=== Begin Enclosure ===
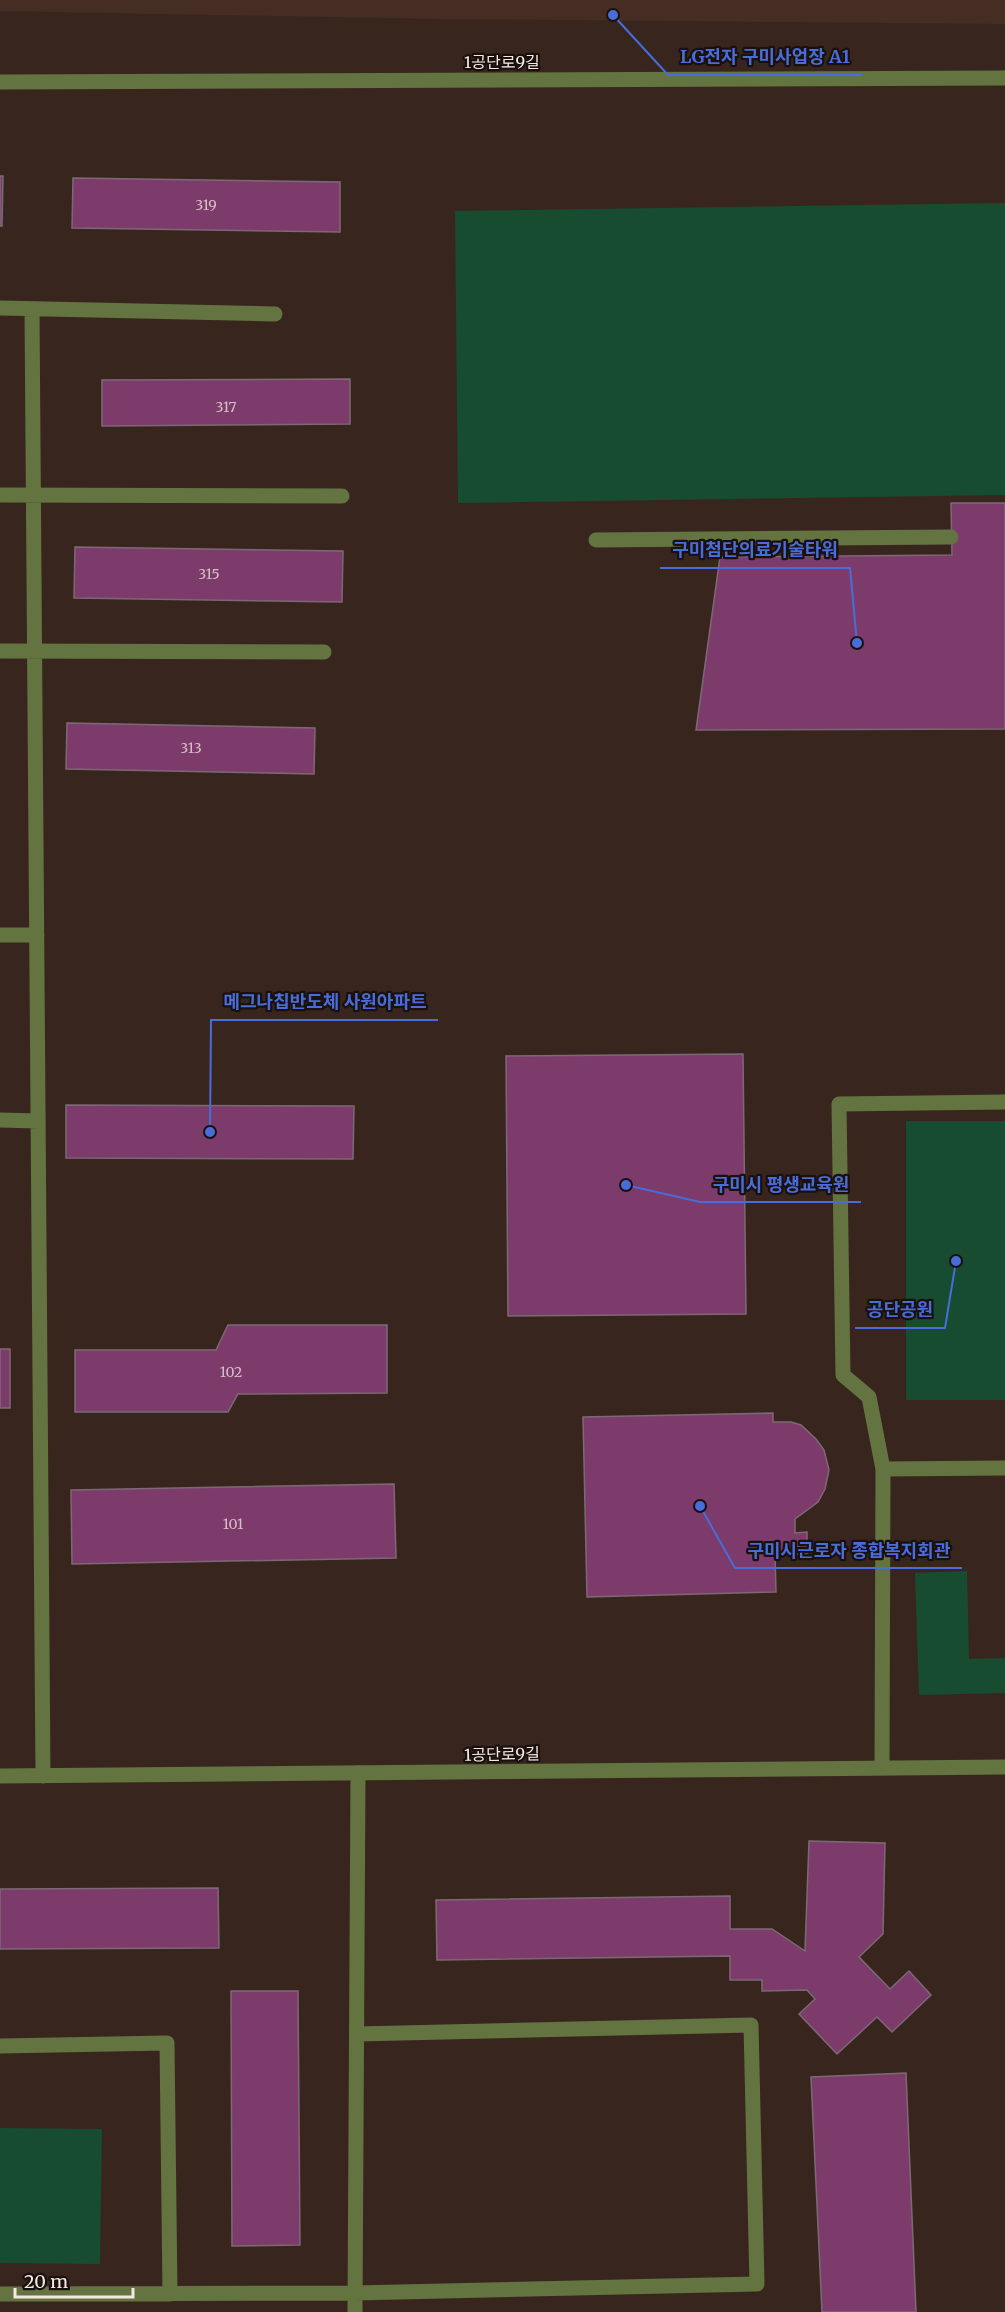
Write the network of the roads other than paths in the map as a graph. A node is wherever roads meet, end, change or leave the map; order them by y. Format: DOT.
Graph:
graph roads {
  1 [pos="1005,78"];
  2 [pos="0,82"];
  3 [pos="0,308"];
  4 [pos="32,309"];
  5 [pos="275,314"];
  6 [pos="0,495"];
  7 [pos="34,495"];
  8 [pos="342,496"];
  9 [pos="951,537"];
  10 [pos="596,540"];
  11 [pos="0,651"];
  12 [pos="35,651"];
  13 [pos="324,652"];
  14 [pos="0,935"];
  15 [pos="37,935"];
  16 [pos="1005,1102"];
  17 [pos="0,1120"];
  18 [pos="38,1121"];
  19 [pos="1005,1468"];
  20 [pos="883,1469"];
  21 [pos="1005,1767"];
  22 [pos="882,1768"];
  23 [pos="358,1773"];
  24 [pos="0,1776"];
  25 [pos="43,1776"];
  26 [pos="357,2034"];
  27 [pos="0,2046"];
  28 [pos="355,2293"];
  29 [pos="0,2294"];
  30 [pos="170,2294"];
  31 [pos="355,2312"];
  1 -- 2 [label="street, 1공단로9길"];
  3 -- 4 [label="street"];
  4 -- 5 [label="street"];
  4 -- 7 [label="street"];
  6 -- 7 [label="street"];
  7 -- 8 [label="street"];
  7 -- 12 [label="street"];
  9 -- 10 [label="street"];
  11 -- 12 [label="street"];
  12 -- 13 [label="street"];
  12 -- 15 [label="street"];
  14 -- 15 [label="street"];
  15 -- 18 [label="street"];
  16 -- 20 [label="street"];
  17 -- 18 [label="street"];
  18 -- 25 [label="street"];
  19 -- 20 [label="street"];
  20 -- 22 [label="street"];
  21 -- 22 [label="street, 1공단로9길"];
  22 -- 23 [label="street, 1공단로9길"];
  23 -- 25 [label="street, 1공단로9길"];
  23 -- 26 [label="street"];
  24 -- 25 [label="street, 1공단로9길"];
  26 -- 28 [label="street"];
  26 -- 28 [label="street"];
  27 -- 30 [label="street"];
  28 -- 30 [label="street"];
  28 -- 31 [label="street"];
  29 -- 30 [label="street"];
}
=== End Enclosure ===
_To do_
From the entries above, extract every line where the word "roads" appears.

_Task response_
Write the network of the roads other than paths in the map as a graph. A node is wherever roads meet, end, change or leave the map; order them by y. Format: DOT.
graph roads {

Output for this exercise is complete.